We aren't interested in the Timestamp column in our data, so remove it from the header and the data list.

Removing the Timestamp from the header is simple and can be done with list functions or slicing. To remove the header column from the data, use a for-loop.

Print out the new data object with the timestamps removed.

In [None]:
# remove Timestamp:
header = header[1:]
data_nots = []
for row in split_data:
    data_nots.append(row[1:])

In [None]:
header

In [None]:
data_nots

---

### 7. Convert numeric columns to floats and empty fields to None

Iterate through the data and construct a new data list of lists that has the numeric ratings converted from strings to floats, and the empty fields (which are empty strings `''`) replaced with the `None` object.

Use a nested for-loop (for-loop within another for-loop) to get the job done.

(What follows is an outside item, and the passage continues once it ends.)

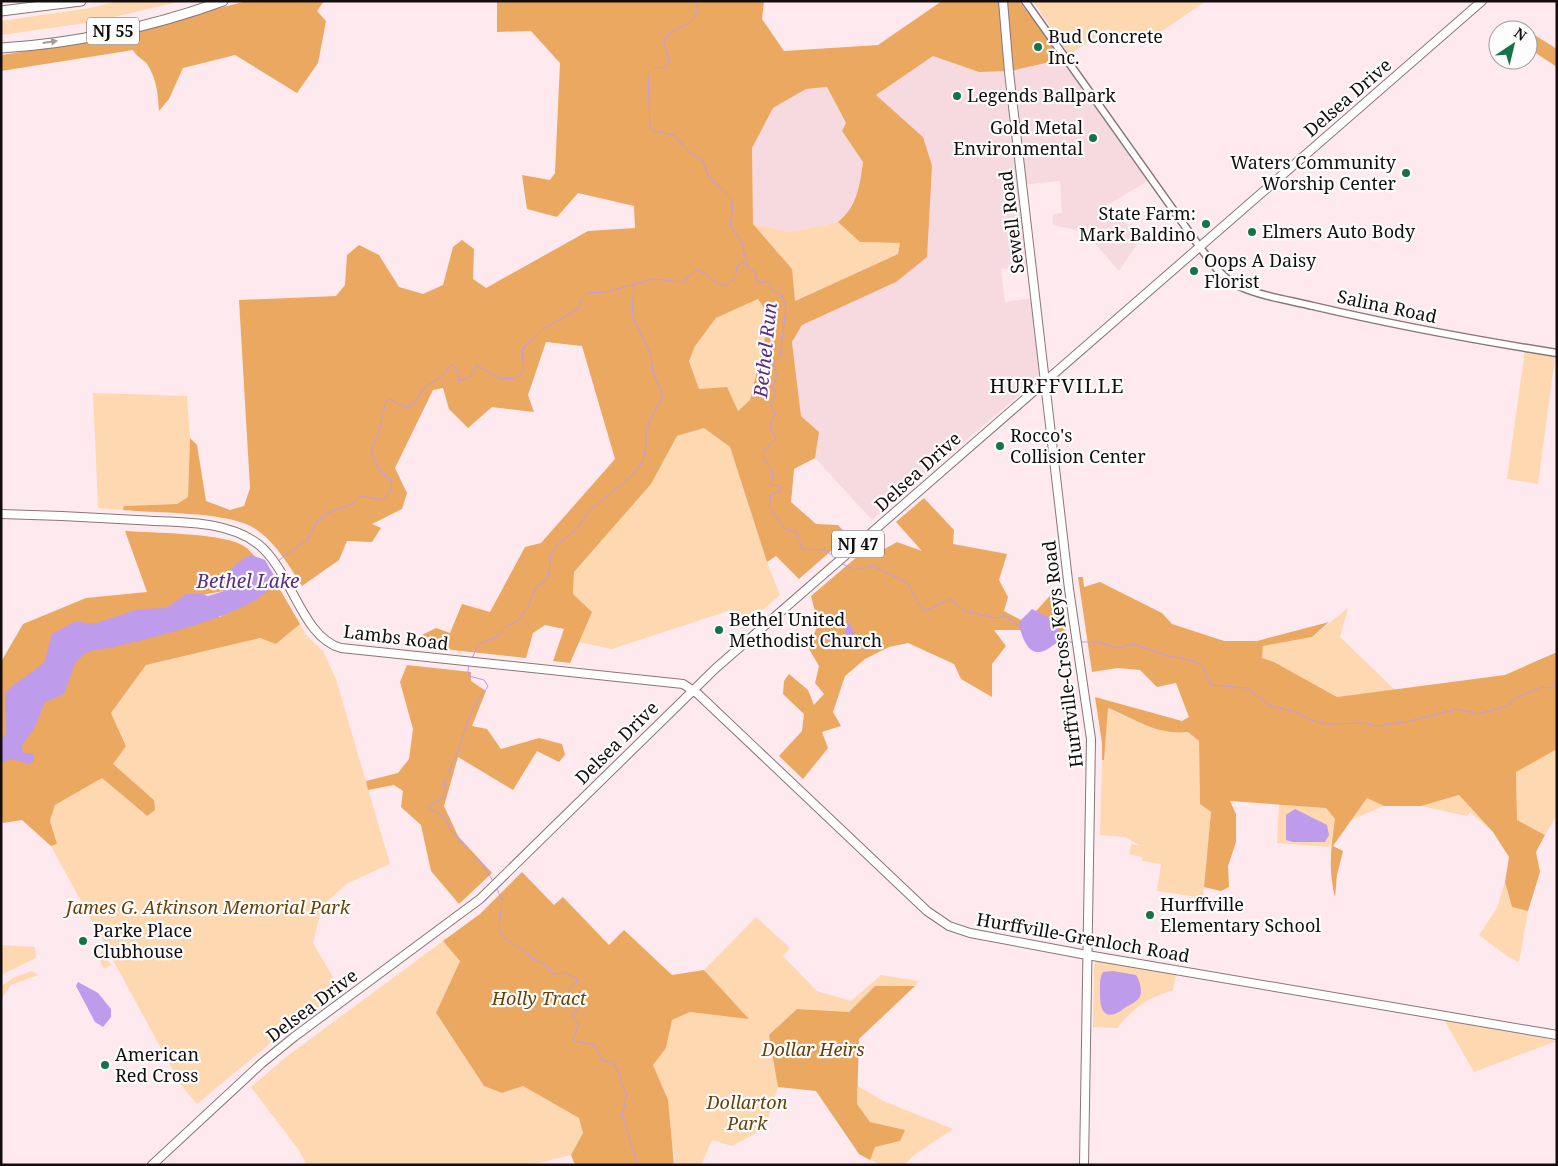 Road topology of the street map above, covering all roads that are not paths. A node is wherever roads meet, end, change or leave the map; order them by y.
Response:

You will likely need to use if/else conditional statements as well!

Print out the new data object to make sure it worked.


In [None]:
mylist = ['cat', 'dog', 'mouse']
cities = ['LA', 'SM', 'Venice']
new_list = [[mylist] + [cities]]
new_list
#zip(mylist, cities)

In [None]:
# convert numeric columns to floats, empty fields to None
data_num = []
for row in data_nots:
    new_row = []
    for i, col in enumerate(row):
        if i == 0:
            new_row.append(col)
        else:
            if col == '':
                new_row.append(None)
            else:
                new_row.append(float(col))
    data_num.append(new_row)

In [None]:
data_num

---

### 8. Count the `None` values per person

Use a for loop to count the number of `None` values per person. Create a dictionary with the names of the people as keys, and the counts of `None` as values.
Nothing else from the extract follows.